Putting a Smiley Face on the Dragon: Wal-Mart as Catalyst to U.S.-China Trade
Emek Basker and
Van Pham
No 506, Working Papers from Department of Economics, University of Missouri
Abstract:
Retail chains and imports from developing countries have grown sharply over the past 25 years. Wal-Marts chain, which currently accounts for 10% of U.S. imports from China, grew 10-fold and its sales 90-fold over this period, while U.S. imports from China increased 30-fold.
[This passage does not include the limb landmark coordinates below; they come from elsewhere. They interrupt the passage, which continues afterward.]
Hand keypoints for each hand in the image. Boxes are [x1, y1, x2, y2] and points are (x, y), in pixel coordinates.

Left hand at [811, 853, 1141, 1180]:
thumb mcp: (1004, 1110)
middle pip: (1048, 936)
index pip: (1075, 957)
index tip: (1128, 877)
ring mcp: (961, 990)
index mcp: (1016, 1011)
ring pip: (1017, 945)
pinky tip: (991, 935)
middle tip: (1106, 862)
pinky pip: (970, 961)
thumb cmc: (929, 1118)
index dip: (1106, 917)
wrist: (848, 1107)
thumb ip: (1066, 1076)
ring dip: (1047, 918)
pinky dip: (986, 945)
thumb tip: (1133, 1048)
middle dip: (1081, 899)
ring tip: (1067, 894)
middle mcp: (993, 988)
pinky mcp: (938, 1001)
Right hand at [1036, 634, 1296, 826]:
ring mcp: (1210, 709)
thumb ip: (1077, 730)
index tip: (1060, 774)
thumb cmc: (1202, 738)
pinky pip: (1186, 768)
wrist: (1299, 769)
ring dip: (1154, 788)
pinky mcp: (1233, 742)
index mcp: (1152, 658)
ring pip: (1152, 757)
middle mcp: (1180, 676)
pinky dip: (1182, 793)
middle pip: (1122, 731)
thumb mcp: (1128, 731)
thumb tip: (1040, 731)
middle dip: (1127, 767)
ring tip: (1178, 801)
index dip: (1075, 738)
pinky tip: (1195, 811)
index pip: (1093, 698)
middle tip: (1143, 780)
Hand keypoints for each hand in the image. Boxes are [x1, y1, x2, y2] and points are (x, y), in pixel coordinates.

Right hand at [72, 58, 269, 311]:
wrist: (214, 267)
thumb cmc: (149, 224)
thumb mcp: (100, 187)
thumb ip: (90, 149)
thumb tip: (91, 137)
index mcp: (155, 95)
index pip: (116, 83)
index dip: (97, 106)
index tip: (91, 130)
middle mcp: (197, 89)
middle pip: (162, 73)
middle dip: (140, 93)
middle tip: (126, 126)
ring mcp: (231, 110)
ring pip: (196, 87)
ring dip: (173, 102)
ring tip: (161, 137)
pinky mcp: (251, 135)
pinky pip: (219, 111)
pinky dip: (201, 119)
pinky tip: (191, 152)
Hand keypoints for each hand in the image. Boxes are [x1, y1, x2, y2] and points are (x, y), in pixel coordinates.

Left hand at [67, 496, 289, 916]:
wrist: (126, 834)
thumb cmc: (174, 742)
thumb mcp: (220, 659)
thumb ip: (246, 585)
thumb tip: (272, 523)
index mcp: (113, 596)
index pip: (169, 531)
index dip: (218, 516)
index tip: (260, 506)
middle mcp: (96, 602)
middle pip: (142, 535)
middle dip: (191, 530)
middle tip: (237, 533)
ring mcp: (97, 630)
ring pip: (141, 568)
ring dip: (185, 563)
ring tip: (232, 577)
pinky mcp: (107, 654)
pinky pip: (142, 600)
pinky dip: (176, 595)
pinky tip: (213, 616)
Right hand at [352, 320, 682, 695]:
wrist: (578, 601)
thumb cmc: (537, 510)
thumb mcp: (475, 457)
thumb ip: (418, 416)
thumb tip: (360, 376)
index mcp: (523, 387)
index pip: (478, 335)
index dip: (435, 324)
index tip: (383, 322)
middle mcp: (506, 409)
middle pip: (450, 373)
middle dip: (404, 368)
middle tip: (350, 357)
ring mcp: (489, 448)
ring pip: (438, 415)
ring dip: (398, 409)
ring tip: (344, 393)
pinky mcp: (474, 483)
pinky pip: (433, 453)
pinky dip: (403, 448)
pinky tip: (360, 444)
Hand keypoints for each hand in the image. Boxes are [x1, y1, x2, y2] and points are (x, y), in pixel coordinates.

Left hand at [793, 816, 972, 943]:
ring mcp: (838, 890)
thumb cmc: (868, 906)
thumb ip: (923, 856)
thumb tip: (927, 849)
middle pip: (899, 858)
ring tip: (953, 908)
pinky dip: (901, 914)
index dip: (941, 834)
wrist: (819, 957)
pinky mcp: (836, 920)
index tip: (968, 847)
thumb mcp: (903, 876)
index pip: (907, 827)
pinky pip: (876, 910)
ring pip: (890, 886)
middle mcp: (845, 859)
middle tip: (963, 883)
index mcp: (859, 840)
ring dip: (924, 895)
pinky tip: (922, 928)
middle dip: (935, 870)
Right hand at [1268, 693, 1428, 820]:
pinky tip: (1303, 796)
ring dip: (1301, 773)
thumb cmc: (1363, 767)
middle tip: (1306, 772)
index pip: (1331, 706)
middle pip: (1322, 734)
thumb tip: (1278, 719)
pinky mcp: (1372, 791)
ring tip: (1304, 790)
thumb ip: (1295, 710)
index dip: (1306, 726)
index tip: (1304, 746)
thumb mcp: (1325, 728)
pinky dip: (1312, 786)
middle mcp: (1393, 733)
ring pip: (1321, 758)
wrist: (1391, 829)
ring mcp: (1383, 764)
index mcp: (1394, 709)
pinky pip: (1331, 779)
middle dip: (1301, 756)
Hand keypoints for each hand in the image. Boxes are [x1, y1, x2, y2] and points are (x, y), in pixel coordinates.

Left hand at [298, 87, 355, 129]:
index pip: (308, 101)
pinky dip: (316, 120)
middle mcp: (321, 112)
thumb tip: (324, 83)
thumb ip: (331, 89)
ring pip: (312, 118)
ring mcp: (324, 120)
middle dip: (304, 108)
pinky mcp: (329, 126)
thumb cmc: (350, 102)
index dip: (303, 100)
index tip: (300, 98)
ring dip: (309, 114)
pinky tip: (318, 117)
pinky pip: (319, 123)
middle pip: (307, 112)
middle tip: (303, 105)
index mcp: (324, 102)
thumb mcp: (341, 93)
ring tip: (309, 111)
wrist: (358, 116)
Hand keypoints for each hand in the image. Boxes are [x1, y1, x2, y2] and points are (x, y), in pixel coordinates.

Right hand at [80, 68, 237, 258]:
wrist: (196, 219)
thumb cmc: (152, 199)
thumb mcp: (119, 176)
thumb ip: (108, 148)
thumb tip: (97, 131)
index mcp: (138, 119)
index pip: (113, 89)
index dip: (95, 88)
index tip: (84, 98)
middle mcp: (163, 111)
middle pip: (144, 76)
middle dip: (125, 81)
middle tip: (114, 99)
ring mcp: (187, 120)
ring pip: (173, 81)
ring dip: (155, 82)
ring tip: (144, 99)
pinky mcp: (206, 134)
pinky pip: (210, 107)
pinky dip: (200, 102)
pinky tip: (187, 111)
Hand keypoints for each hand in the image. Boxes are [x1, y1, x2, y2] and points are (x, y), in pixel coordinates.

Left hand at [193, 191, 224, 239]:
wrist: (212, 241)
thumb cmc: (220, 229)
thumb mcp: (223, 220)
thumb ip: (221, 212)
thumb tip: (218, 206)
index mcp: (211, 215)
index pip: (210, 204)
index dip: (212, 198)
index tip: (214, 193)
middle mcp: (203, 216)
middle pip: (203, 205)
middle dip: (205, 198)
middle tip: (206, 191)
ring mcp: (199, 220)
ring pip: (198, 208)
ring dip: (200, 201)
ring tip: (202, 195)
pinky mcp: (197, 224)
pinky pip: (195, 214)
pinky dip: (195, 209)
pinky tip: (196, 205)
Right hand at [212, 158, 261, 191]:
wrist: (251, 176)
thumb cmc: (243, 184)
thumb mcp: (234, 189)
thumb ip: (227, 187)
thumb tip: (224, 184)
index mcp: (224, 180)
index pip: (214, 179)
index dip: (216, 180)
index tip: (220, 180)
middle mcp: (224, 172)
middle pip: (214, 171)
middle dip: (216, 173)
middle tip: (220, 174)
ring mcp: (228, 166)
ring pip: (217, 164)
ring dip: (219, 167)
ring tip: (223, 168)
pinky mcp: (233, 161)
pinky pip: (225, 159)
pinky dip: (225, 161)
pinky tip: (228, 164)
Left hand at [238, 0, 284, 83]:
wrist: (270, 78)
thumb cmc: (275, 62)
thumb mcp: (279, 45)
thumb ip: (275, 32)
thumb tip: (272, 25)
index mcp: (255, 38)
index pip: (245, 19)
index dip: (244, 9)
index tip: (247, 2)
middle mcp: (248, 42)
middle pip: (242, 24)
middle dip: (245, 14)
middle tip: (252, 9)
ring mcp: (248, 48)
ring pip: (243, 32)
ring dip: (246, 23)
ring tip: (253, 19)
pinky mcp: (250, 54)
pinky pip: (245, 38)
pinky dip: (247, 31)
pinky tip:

We relate these trends using a model in which scale economies in retail interact with scale economies in the import process. Combined, these scale economies amplify the effects of technological change and trade liberalization. Falling trade barriers increase imports not only through direct reduction of input costs but also through an expanded chain and higher investment in technology. This mechanism can explain why a surge in U.S. imports followed relatively modest tariff declines and why Wal-Mart abandoned its Buy American campaign in the 1990s. Also consistent with these facts, we show that tariff reductions have a greater effect the more advanced the retailers technology. The model has implications for the pace of the product cycle and sheds light on the recent apparent acceleration in foreign outsourcing.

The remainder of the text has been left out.